#### [What you are asked to do]
An exact copy of all the entries below is what this task needs.
________________
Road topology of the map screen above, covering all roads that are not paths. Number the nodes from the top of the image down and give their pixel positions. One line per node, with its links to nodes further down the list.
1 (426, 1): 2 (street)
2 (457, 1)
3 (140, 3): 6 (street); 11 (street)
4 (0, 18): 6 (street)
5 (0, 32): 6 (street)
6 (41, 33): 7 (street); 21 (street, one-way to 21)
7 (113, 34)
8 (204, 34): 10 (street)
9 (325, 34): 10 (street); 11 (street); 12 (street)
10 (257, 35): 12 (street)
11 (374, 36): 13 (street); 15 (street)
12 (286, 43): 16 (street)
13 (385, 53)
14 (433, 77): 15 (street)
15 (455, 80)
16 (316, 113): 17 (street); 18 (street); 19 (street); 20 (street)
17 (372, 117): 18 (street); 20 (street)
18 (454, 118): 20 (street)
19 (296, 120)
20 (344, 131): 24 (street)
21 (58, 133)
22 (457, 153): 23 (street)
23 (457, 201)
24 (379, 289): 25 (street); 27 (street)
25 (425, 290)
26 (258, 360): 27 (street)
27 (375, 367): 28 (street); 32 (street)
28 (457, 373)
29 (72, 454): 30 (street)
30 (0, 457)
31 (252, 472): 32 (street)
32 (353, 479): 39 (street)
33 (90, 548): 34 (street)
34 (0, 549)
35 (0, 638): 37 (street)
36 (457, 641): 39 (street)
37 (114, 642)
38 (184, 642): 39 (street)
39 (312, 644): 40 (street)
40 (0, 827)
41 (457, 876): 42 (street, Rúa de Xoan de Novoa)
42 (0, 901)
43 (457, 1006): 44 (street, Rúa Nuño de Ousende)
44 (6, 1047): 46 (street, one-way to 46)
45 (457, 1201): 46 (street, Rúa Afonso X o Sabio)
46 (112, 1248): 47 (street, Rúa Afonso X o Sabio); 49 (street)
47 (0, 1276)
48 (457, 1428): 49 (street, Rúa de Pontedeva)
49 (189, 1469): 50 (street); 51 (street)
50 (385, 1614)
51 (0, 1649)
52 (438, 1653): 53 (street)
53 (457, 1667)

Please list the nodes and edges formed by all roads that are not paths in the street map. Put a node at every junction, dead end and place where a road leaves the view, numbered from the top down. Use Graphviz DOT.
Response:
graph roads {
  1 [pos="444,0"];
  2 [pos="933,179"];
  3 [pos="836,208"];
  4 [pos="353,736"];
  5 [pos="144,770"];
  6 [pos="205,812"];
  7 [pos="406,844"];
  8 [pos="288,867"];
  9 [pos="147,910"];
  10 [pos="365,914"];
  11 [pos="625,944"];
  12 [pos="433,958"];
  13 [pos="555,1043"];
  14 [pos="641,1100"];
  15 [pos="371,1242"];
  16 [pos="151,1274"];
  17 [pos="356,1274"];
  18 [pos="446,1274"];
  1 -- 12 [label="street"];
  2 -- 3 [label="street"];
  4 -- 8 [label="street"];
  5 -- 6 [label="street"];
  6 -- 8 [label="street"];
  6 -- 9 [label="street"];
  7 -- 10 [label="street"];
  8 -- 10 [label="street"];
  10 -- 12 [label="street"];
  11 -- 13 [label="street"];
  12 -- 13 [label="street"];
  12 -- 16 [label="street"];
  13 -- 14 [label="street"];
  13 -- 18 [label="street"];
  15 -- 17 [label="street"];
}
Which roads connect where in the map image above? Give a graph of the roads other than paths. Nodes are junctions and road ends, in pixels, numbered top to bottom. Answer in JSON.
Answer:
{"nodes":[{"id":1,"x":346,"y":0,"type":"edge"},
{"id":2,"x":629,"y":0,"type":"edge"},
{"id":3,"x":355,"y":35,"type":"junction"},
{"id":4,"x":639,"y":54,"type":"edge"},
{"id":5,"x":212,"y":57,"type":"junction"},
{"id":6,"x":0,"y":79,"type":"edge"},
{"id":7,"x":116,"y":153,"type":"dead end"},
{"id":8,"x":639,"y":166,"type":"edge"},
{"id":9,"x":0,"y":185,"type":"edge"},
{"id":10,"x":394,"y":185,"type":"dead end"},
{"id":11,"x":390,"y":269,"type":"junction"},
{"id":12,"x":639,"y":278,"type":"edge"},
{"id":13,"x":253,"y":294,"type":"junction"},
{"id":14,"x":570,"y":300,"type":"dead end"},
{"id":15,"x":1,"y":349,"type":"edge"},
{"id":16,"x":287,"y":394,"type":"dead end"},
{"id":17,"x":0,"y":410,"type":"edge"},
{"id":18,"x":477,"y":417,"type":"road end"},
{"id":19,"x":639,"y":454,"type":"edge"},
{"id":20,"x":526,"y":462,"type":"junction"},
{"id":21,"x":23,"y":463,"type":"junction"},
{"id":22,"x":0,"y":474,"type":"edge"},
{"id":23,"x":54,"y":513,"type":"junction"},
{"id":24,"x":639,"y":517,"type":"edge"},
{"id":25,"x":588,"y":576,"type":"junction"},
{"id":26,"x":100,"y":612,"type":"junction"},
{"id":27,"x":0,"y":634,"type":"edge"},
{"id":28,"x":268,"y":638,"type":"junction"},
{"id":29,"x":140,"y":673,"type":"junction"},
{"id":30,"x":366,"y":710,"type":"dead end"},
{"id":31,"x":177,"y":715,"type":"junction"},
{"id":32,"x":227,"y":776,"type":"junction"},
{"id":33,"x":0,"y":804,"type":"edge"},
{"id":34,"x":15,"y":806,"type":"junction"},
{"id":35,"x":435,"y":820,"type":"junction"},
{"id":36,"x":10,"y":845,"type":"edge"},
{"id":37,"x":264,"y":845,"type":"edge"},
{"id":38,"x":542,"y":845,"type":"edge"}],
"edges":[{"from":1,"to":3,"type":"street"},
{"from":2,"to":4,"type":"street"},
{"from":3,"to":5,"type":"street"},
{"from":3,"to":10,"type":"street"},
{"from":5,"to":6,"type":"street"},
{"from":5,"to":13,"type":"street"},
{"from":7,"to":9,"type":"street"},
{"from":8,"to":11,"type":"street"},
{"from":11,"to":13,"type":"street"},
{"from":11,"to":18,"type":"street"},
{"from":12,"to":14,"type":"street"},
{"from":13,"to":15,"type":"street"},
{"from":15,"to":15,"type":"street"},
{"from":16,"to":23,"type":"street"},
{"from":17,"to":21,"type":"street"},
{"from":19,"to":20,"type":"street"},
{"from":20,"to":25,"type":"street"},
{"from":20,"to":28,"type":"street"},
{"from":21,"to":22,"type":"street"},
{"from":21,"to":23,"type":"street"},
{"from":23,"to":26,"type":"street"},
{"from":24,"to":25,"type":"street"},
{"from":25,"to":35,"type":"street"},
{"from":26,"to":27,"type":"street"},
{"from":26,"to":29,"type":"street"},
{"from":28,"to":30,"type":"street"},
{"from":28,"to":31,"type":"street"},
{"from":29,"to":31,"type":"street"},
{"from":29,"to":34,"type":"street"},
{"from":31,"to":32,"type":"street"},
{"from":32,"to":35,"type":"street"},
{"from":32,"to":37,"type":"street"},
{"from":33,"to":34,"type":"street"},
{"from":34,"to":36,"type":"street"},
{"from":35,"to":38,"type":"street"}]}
________________
#### [Your response]
Road topology of the map screen above, covering all roads that are not paths. Number the nodes from the top of the image down and give their pixel positions. One line per node, with its links to nodes further down the list.
1 (426, 1): 2 (street)
2 (457, 1)
3 (140, 3): 6 (street); 11 (street)
4 (0, 18): 6 (street)
5 (0, 32): 6 (street)
6 (41, 33): 7 (street); 21 (street, one-way to 21)
7 (113, 34)
8 (204, 34): 10 (street)
9 (325, 34): 10 (street); 11 (street); 12 (street)
10 (257, 35): 12 (street)
11 (374, 36): 13 (street); 15 (street)
12 (286, 43): 16 (street)
13 (385, 53)
14 (433, 77): 15 (street)
15 (455, 80)
16 (316, 113): 17 (street); 18 (street); 19 (street); 20 (street)
17 (372, 117): 18 (street); 20 (street)
18 (454, 118): 20 (street)
19 (296, 120)
20 (344, 131): 24 (street)
21 (58, 133)
22 (457, 153): 23 (street)
23 (457, 201)
24 (379, 289): 25 (street); 27 (street)
25 (425, 290)
26 (258, 360): 27 (street)
27 (375, 367): 28 (street); 32 (street)
28 (457, 373)
29 (72, 454): 30 (street)
30 (0, 457)
31 (252, 472): 32 (street)
32 (353, 479): 39 (street)
33 (90, 548): 34 (street)
34 (0, 549)
35 (0, 638): 37 (street)
36 (457, 641): 39 (street)
37 (114, 642)
38 (184, 642): 39 (street)
39 (312, 644): 40 (street)
40 (0, 827)
41 (457, 876): 42 (street, Rúa de Xoan de Novoa)
42 (0, 901)
43 (457, 1006): 44 (street, Rúa Nuño de Ousende)
44 (6, 1047): 46 (street, one-way to 46)
45 (457, 1201): 46 (street, Rúa Afonso X o Sabio)
46 (112, 1248): 47 (street, Rúa Afonso X o Sabio); 49 (street)
47 (0, 1276)
48 (457, 1428): 49 (street, Rúa de Pontedeva)
49 (189, 1469): 50 (street); 51 (street)
50 (385, 1614)
51 (0, 1649)
52 (438, 1653): 53 (street)
53 (457, 1667)

Please list the nodes and edges formed by all roads that are not paths in the street map. Put a node at every junction, dead end and place where a road leaves the view, numbered from the top down. Use Graphviz DOT.
Response:
graph roads {
  1 [pos="444,0"];
  2 [pos="933,179"];
  3 [pos="836,208"];
  4 [pos="353,736"];
  5 [pos="144,770"];
  6 [pos="205,812"];
  7 [pos="406,844"];
  8 [pos="288,867"];
  9 [pos="147,910"];
  10 [pos="365,914"];
  11 [pos="625,944"];
  12 [pos="433,958"];
  13 [pos="555,1043"];
  14 [pos="641,1100"];
  15 [pos="371,1242"];
  16 [pos="151,1274"];
  17 [pos="356,1274"];
  18 [pos="446,1274"];
  1 -- 12 [label="street"];
  2 -- 3 [label="street"];
  4 -- 8 [label="street"];
  5 -- 6 [label="street"];
  6 -- 8 [label="street"];
  6 -- 9 [label="street"];
  7 -- 10 [label="street"];
  8 -- 10 [label="street"];
  10 -- 12 [label="street"];
  11 -- 13 [label="street"];
  12 -- 13 [label="street"];
  12 -- 16 [label="street"];
  13 -- 14 [label="street"];
  13 -- 18 [label="street"];
  15 -- 17 [label="street"];
}
Which roads connect where in the map image above? Give a graph of the roads other than paths. Nodes are junctions and road ends, in pixels, numbered top to bottom. Answer in JSON.
Answer:
{"nodes":[{"id":1,"x":346,"y":0,"type":"edge"},
{"id":2,"x":629,"y":0,"type":"edge"},
{"id":3,"x":355,"y":35,"type":"junction"},
{"id":4,"x":639,"y":54,"type":"edge"},
{"id":5,"x":212,"y":57,"type":"junction"},
{"id":6,"x":0,"y":79,"type":"edge"},
{"id":7,"x":116,"y":153,"type":"dead end"},
{"id":8,"x":639,"y":166,"type":"edge"},
{"id":9,"x":0,"y":185,"type":"edge"},
{"id":10,"x":394,"y":185,"type":"dead end"},
{"id":11,"x":390,"y":269,"type":"junction"},
{"id":12,"x":639,"y":278,"type":"edge"},
{"id":13,"x":253,"y":294,"type":"junction"},
{"id":14,"x":570,"y":300,"type":"dead end"},
{"id":15,"x":1,"y":349,"type":"edge"},
{"id":16,"x":287,"y":394,"type":"dead end"},
{"id":17,"x":0,"y":410,"type":"edge"},
{"id":18,"x":477,"y":417,"type":"road end"},
{"id":19,"x":639,"y":454,"type":"edge"},
{"id":20,"x":526,"y":462,"type":"junction"},
{"id":21,"x":23,"y":463,"type":"junction"},
{"id":22,"x":0,"y":474,"type":"edge"},
{"id":23,"x":54,"y":513,"type":"junction"},
{"id":24,"x":639,"y":517,"type":"edge"},
{"id":25,"x":588,"y":576,"type":"junction"},
{"id":26,"x":100,"y":612,"type":"junction"},
{"id":27,"x":0,"y":634,"type":"edge"},
{"id":28,"x":268,"y":638,"type":"junction"},
{"id":29,"x":140,"y":673,"type":"junction"},
{"id":30,"x":366,"y":710,"type":"dead end"},
{"id":31,"x":177,"y":715,"type":"junction"},
{"id":32,"x":227,"y":776,"type":"junction"},
{"id":33,"x":0,"y":804,"type":"edge"},
{"id":34,"x":15,"y":806,"type":"junction"},
{"id":35,"x":435,"y":820,"type":"junction"},
{"id":36,"x":10,"y":845,"type":"edge"},
{"id":37,"x":264,"y":845,"type":"edge"},
{"id":38,"x":542,"y":845,"type":"edge"}],
"edges":[{"from":1,"to":3,"type":"street"},
{"from":2,"to":4,"type":"street"},
{"from":3,"to":5,"type":"street"},
{"from":3,"to":10,"type":"street"},
{"from":5,"to":6,"type":"street"},
{"from":5,"to":13,"type":"street"},
{"from":7,"to":9,"type":"street"},
{"from":8,"to":11,"type":"street"},
{"from":11,"to":13,"type":"street"},
{"from":11,"to":18,"type":"street"},
{"from":12,"to":14,"type":"street"},
{"from":13,"to":15,"type":"street"},
{"from":15,"to":15,"type":"street"},
{"from":16,"to":23,"type":"street"},
{"from":17,"to":21,"type":"street"},
{"from":19,"to":20,"type":"street"},
{"from":20,"to":25,"type":"street"},
{"from":20,"to":28,"type":"street"},
{"from":21,"to":22,"type":"street"},
{"from":21,"to":23,"type":"street"},
{"from":23,"to":26,"type":"street"},
{"from":24,"to":25,"type":"street"},
{"from":25,"to":35,"type":"street"},
{"from":26,"to":27,"type":"street"},
{"from":26,"to":29,"type":"street"},
{"from":28,"to":30,"type":"street"},
{"from":28,"to":31,"type":"street"},
{"from":29,"to":31,"type":"street"},
{"from":29,"to":34,"type":"street"},
{"from":31,"to":32,"type":"street"},
{"from":32,"to":35,"type":"street"},
{"from":32,"to":37,"type":"street"},
{"from":33,"to":34,"type":"street"},
{"from":34,"to":36,"type":"street"},
{"from":35,"to":38,"type":"street"}]}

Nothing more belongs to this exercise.